§ Supplied material:
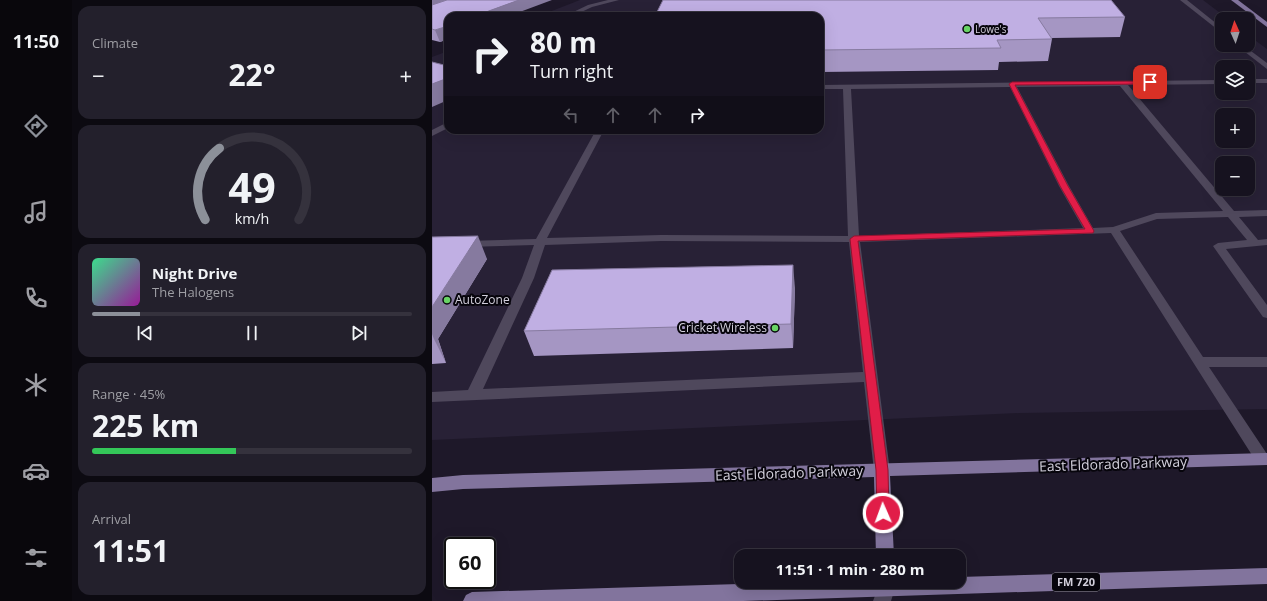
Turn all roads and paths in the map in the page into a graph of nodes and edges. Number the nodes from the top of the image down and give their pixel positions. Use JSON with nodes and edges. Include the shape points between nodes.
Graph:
{"nodes":[{"id":1,"x":616,"y":0,"type":"edge"},
{"id":2,"x":1183,"y":0,"type":"edge"},
{"id":3,"x":1234,"y":0,"type":"edge"},
{"id":4,"x":577,"y":12,"type":"edge"},
{"id":5,"x":1215,"y":25,"type":"edge"},
{"id":6,"x":1267,"y":25,"type":"edge"},
{"id":7,"x":1248,"y":52,"type":"edge"},
{"id":8,"x":444,"y":67,"type":"edge"},
{"id":9,"x":1267,"y":67,"type":"edge"},
{"id":10,"x":432,"y":72,"type":"edge"},
{"id":11,"x":1255,"y":81,"type":"edge"},
{"id":12,"x":1267,"y":81,"type":"edge"},
{"id":13,"x":1215,"y":82,"type":"edge"},
{"id":14,"x":1122,"y":83,"type":"junction"},
{"id":15,"x":1012,"y":84,"type":"junction"},
{"id":16,"x":847,"y":86,"type":"junction"},
{"id":17,"x":824,"y":87,"type":"edge"},
{"id":18,"x":444,"y":127,"type":"edge"},
{"id":19,"x":432,"y":133,"type":"edge"},
{"id":20,"x":598,"y":134,"type":"edge"},
{"id":21,"x":1267,"y":213,"type":"edge"},
{"id":22,"x":1230,"y":214,"type":"junction"},
{"id":23,"x":1114,"y":230,"type":"junction"},
{"id":24,"x":1090,"y":231,"type":"junction"},
{"id":25,"x":854,"y":239,"type":"junction"},
{"id":26,"x":541,"y":240,"type":"junction"},
{"id":27,"x":1255,"y":242,"type":"junction"},
{"id":28,"x":1267,"y":242,"type":"edge"},
{"id":29,"x":432,"y":245,"type":"edge"},
{"id":30,"x":1267,"y":314,"type":"edge"},
{"id":31,"x":1199,"y":362,"type":"junction"},
{"id":32,"x":1267,"y":362,"type":"edge"},
{"id":33,"x":870,"y":377,"type":"junction"},
{"id":34,"x":474,"y":395,"type":"junction"},
{"id":35,"x":432,"y":397,"type":"edge"},
{"id":36,"x":1264,"y":459,"type":"edge"},
{"id":37,"x":882,"y":470,"type":"junction"},
{"id":38,"x":432,"y":485,"type":"edge"},
{"id":39,"x":885,"y":549,"type":"edge"},
{"id":40,"x":1267,"y":576,"type":"edge"},
{"id":41,"x":884,"y":590,"type":"edge"},
{"id":42,"x":472,"y":601,"type":"edge"}],
"edges":[{"from":1,"to":4,"type":"lane"},
{"from":2,"to":5,"type":"lane"},
{"from":3,"to":6,"type":"main road"},
{"from":7,"to":9,"type":"lane"},
{"from":8,"to":10,"type":"lane"},
{"from":11,"to":12,"type":"lane"},
{"from":13,"to":14,"type":"lane"},
{"from":14,"to":15,"type":"lane"},
{"from":14,"to":22,"type":"lane"},
{"from":15,"to":16,"type":"lane"},
{"from":15,"to":24,"type":"lane"},
{"from":16,"to":17,"type":"lane"},
{"from":16,"to":25,"type":"lane"},
{"from":18,"to":19,"type":"lane"},
{"from":20,"to":26,"type":"lane"},
{"from":21,"to":22,"type":"lane"},
{"from":22,"to":23,"type":"lane","via":[[1156,216]]},
{"from":22,"to":27,"type":"lane"},
{"from":23,"to":24,"type":"lane"},
{"from":23,"to":31,"type":"lane"},
{"from":24,"to":25,"type":"lane"},
{"from":25,"to":26,"type":"lane"},
{"from":25,"to":33,"type":"lane"},
{"from":26,"to":29,"type":"lane"},
{"from":26,"to":34,"type":"lane","via":[[528,278]]},
{"from":27,"to":28,"type":"lane"},
{"from":27,"to":30,"type":"lane","via":[[1218,246]]},
{"from":31,"to":32,"type":"lane"},
{"from":31,"to":36,"type":"lane"},
{"from":33,"to":34,"type":"lane"},
{"from":33,"to":37,"type":"lane"},
{"from":34,"to":35,"type":"lane"},
{"from":36,"to":37,"type":"main road","name":"East Eldorado Parkway"},
{"from":37,"to":38,"type":"main road","name":"East Eldorado Parkway"},
{"from":37,"to":39,"type":"main road"},
{"from":40,"to":41,"type":"main road","number":"FM 720"},
{"from":41,"to":42,"type":"main road","number":"FM 720"}]}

§ Required work: Using the records, find how many lines include the string "Parkway" and report that number alone.

§ Answer for the task: 2